微動もなく、視線の把握もままならない無感触な状況が、この上なく苦手だった。
「……ありがとうございます」
不信感を抱いた事に対する謝罪を含ませた感謝を贈り、その先へと進んだミコトは、先ほどの暗い気持ちも相まって、突如として光を目にする。
──聖都グラーデ中央部。
各国の重要施設や、レザリオ教上位役職の広々とした住居が立ち並ぶ。
ここが世界の中枢を担っている聖地の中の聖地であることは、遠く離れた木っ端の田舎者ですら瞬時に理解できるだろう。それほどに美しい街並みだ。
そして、その艶やかな石と煌びやかな装飾で飾られた豪華な建造物の数々を、まるで足元で信仰する信者のただ一人であるかのように据え置く形で、中央に高々と鎮座するのは、神聖の極地、新世界レザリオーレの原点、壮大に光り輝くレザリオ教の大聖堂だ。
「……」
ミコトは声を出せなかった。
数多のステンドグラスが施された崇拝の総本山は、あまりにも巨大で美しく、まだ遠く離れた場所に在るというのに、既に満足感が全身を浸している。
もっと近くで感じたいが、不勉強で申し訳ない気持ちと、おこがましい気持ちがそれを遠慮する。俺にはまだ、まだまだ早い。
恐らくこの中央部に繋がる第二の門も、基本的な構造は下町と変わりなく、どの入り口から入ろうが、目の当たりにするのは此処と同じ美景なのだろう。
「──っと、集合場所は……」
大聖堂から意識がフェードアウトするにつれ、本来の目的を思い出してきたミコトは、案内状に記された地図を確認し、移動を開始する。

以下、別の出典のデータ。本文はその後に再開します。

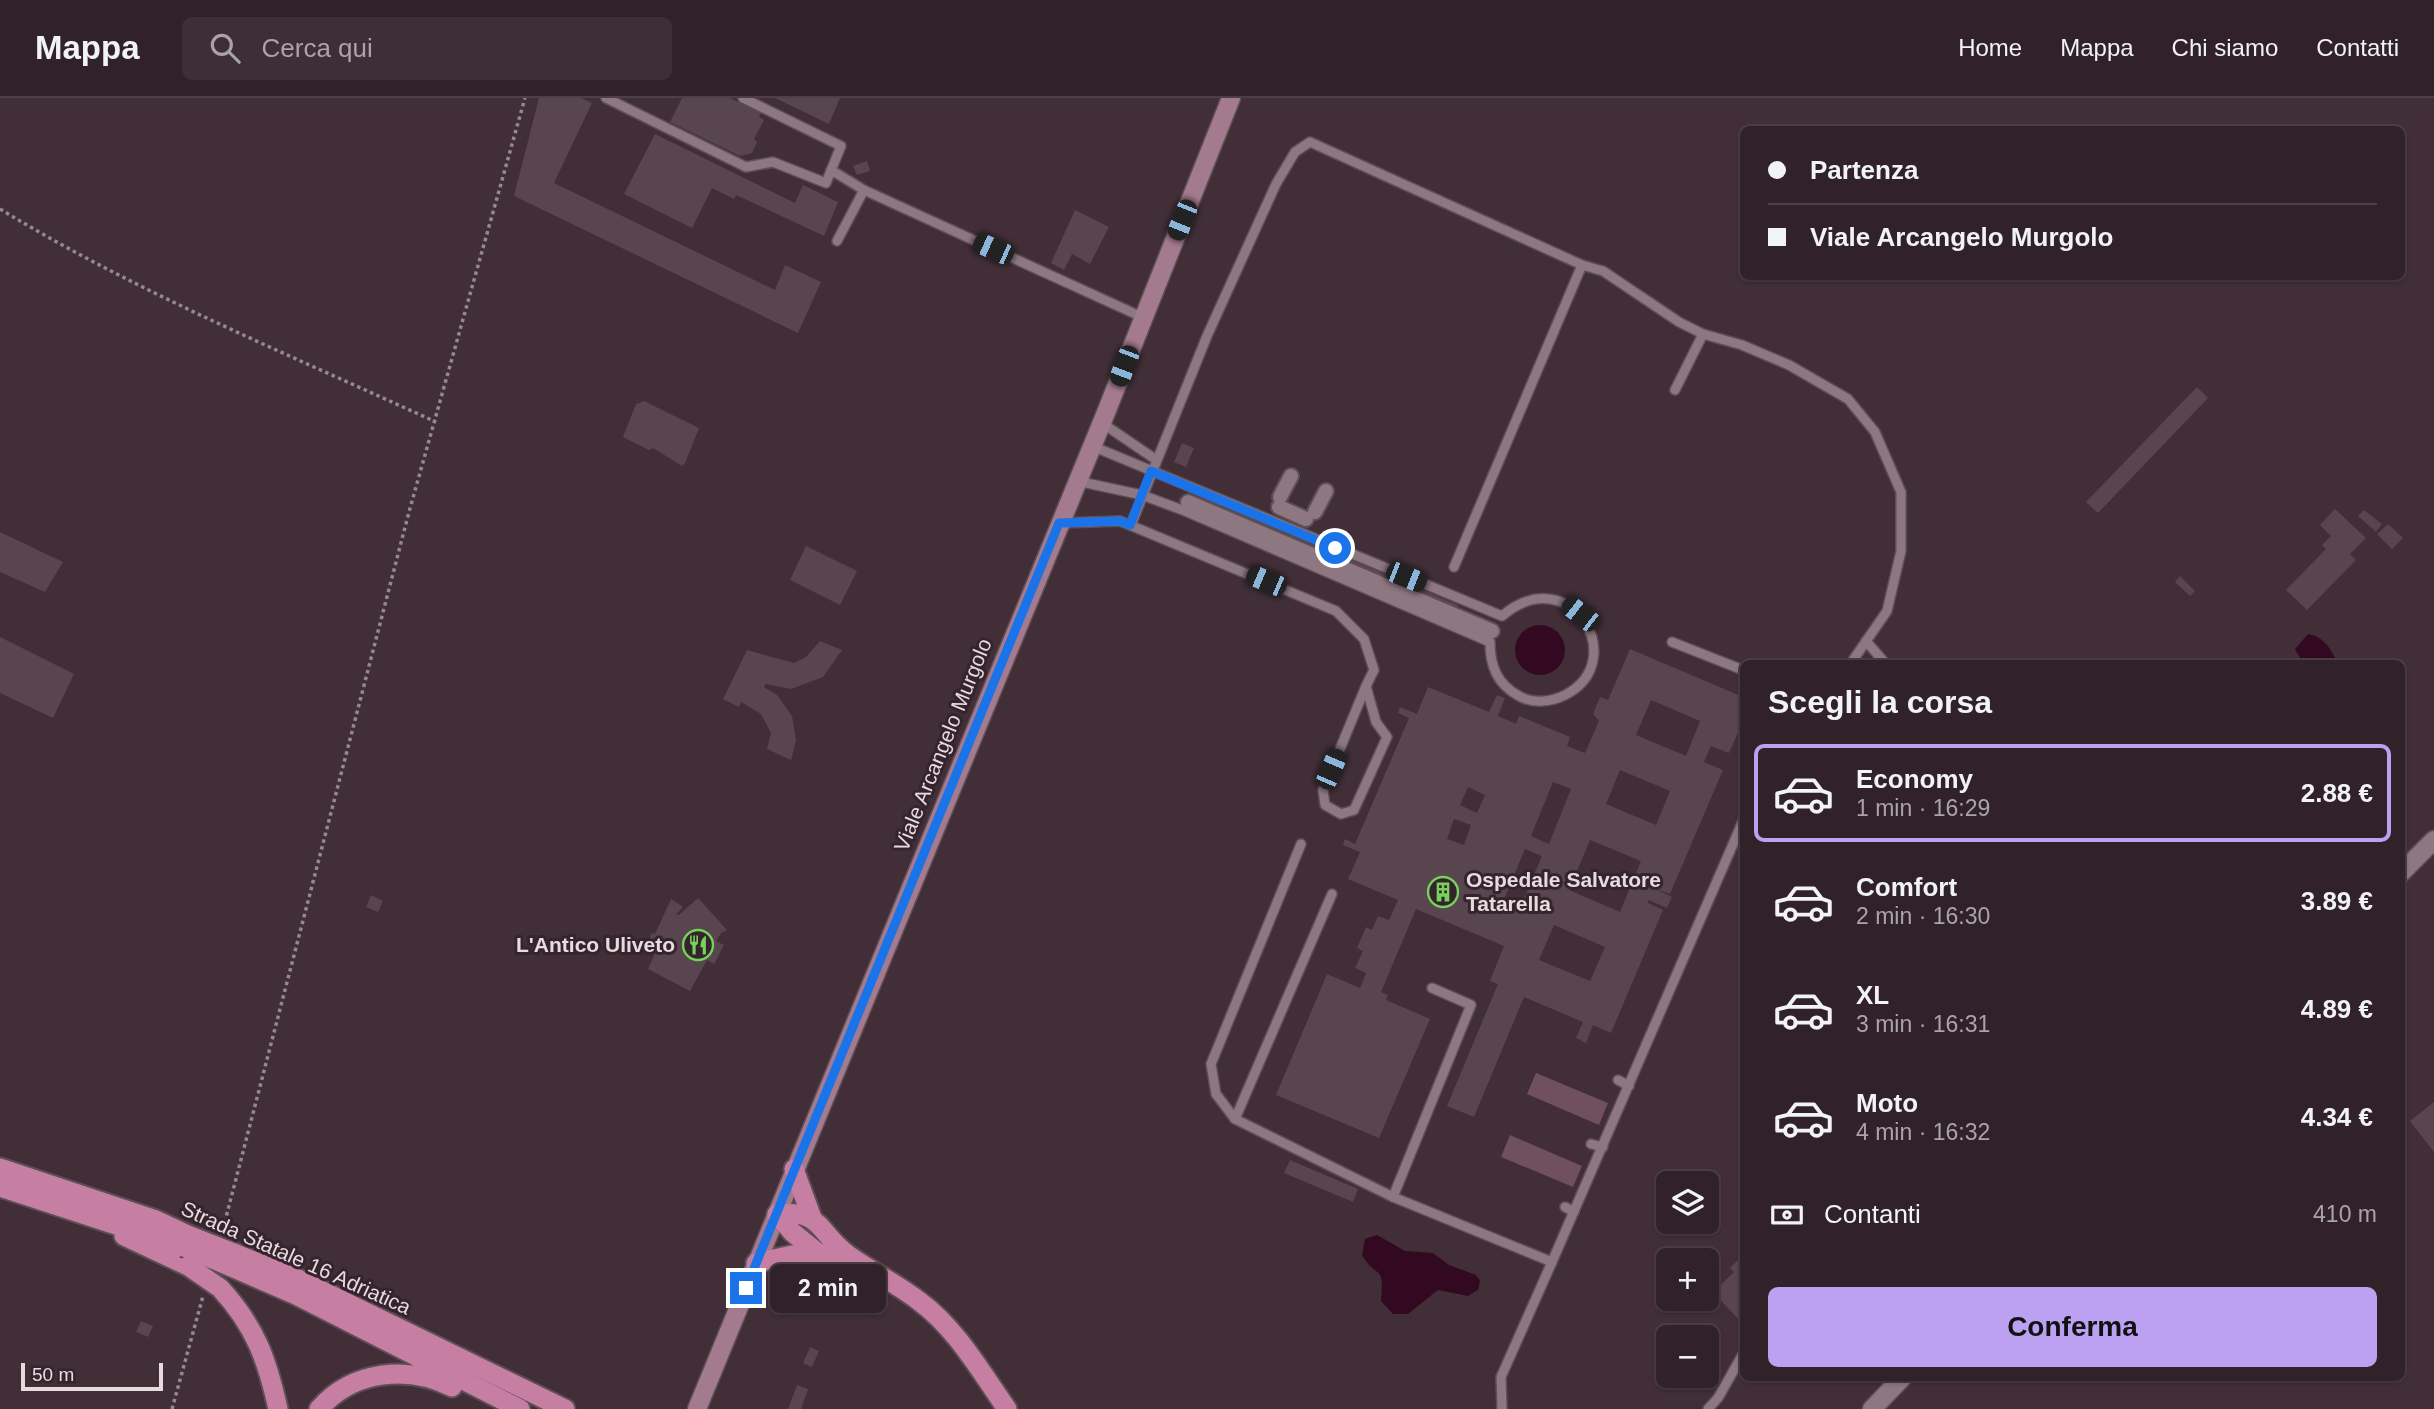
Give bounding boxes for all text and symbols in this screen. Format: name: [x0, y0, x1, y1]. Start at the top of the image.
search box: [182, 17, 672, 80]
text: Mappa: [35, 29, 140, 66]
icon: search: [206, 29, 244, 67]
text: Cerca qui: [262, 33, 373, 63]
text: Home: [1958, 34, 2022, 61]
text: Mappa: [2060, 34, 2134, 61]
text: Chi siamo: [2172, 34, 2278, 61]
text: Contatti: [2316, 34, 2399, 61]
text: Partenza: [1810, 155, 1918, 185]
car: [1165, 197, 1200, 243]
text: Viale Arcangelo Murgolo: [1810, 222, 2113, 252]
car: [970, 231, 1017, 267]
car: [1107, 343, 1142, 389]
route start: [1319, 532, 1351, 564]
car: [1383, 559, 1430, 595]
car: [1243, 563, 1290, 599]
car: [1557, 593, 1604, 635]
street label: Viale Arcangelo Murgolo: [889, 635, 996, 854]
text: Scegli la corsa: [1768, 684, 1992, 720]
car: [1314, 746, 1349, 792]
icon: car: [1772, 762, 1835, 825]
text: Economy: [1856, 764, 1973, 794]
text: 2.88 €: [2301, 778, 2373, 808]
text: 1 min · 16:29: [1856, 795, 1990, 821]
place label: Ospedale Salvatore Tatarella: [1466, 868, 1661, 915]
icon: car: [1772, 870, 1835, 933]
text: Comfort: [1856, 872, 1957, 902]
building icon: Ospedale Salvatore Tatarella: [1426, 875, 1460, 909]
text: 3.89 €: [2301, 886, 2373, 916]
text: 2 min · 16:30: [1856, 903, 1990, 929]
restaurant icon: L'Antico Uliveto: [681, 928, 715, 962]
place label: L'Antico Uliveto: [516, 933, 675, 956]
icon: car: [1772, 978, 1835, 1041]
text: XL: [1856, 980, 1889, 1010]
text: 4.89 €: [2301, 994, 2373, 1024]
text: 3 min · 16:31: [1856, 1011, 1990, 1037]
icon: car: [1772, 1086, 1835, 1149]
text: Moto: [1856, 1088, 1918, 1118]
text: 4.34 €: [2301, 1102, 2373, 1132]
text: 4 min · 16:32: [1856, 1119, 1990, 1145]
map controls: [1656, 1171, 1719, 1388]
button: layers: [1656, 1171, 1719, 1234]
street label: Strada Statale 16 Adriatica: [178, 1196, 415, 1319]
icon: cash: [1768, 1196, 1806, 1234]
text: Contanti: [1824, 1199, 1921, 1229]
text: 410 m: [2313, 1201, 2377, 1227]
button: +: [1656, 1248, 1719, 1311]
callout: 2 min: [770, 1264, 886, 1312]
route end: [730, 1272, 762, 1304]
text: 2 min: [798, 1275, 858, 1301]
button: Conferma: [1768, 1287, 2377, 1367]
button: −: [1656, 1325, 1719, 1388]
scale bar: [21, 1360, 163, 1392]
text: 50 m: [32, 1364, 74, 1385]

しばらく歩くと、大きく開けた空き地が見え、そこには人だかりができていた。
神々しさが輝き眩いこの場において、不釣り合いな素振りと、不格好な服装が確信付ける。あそこが通過儀礼の集合場所なのだろう。
まぁ、俺もその不釣り合いの一人な訳だが……と、ミコトは自虐した。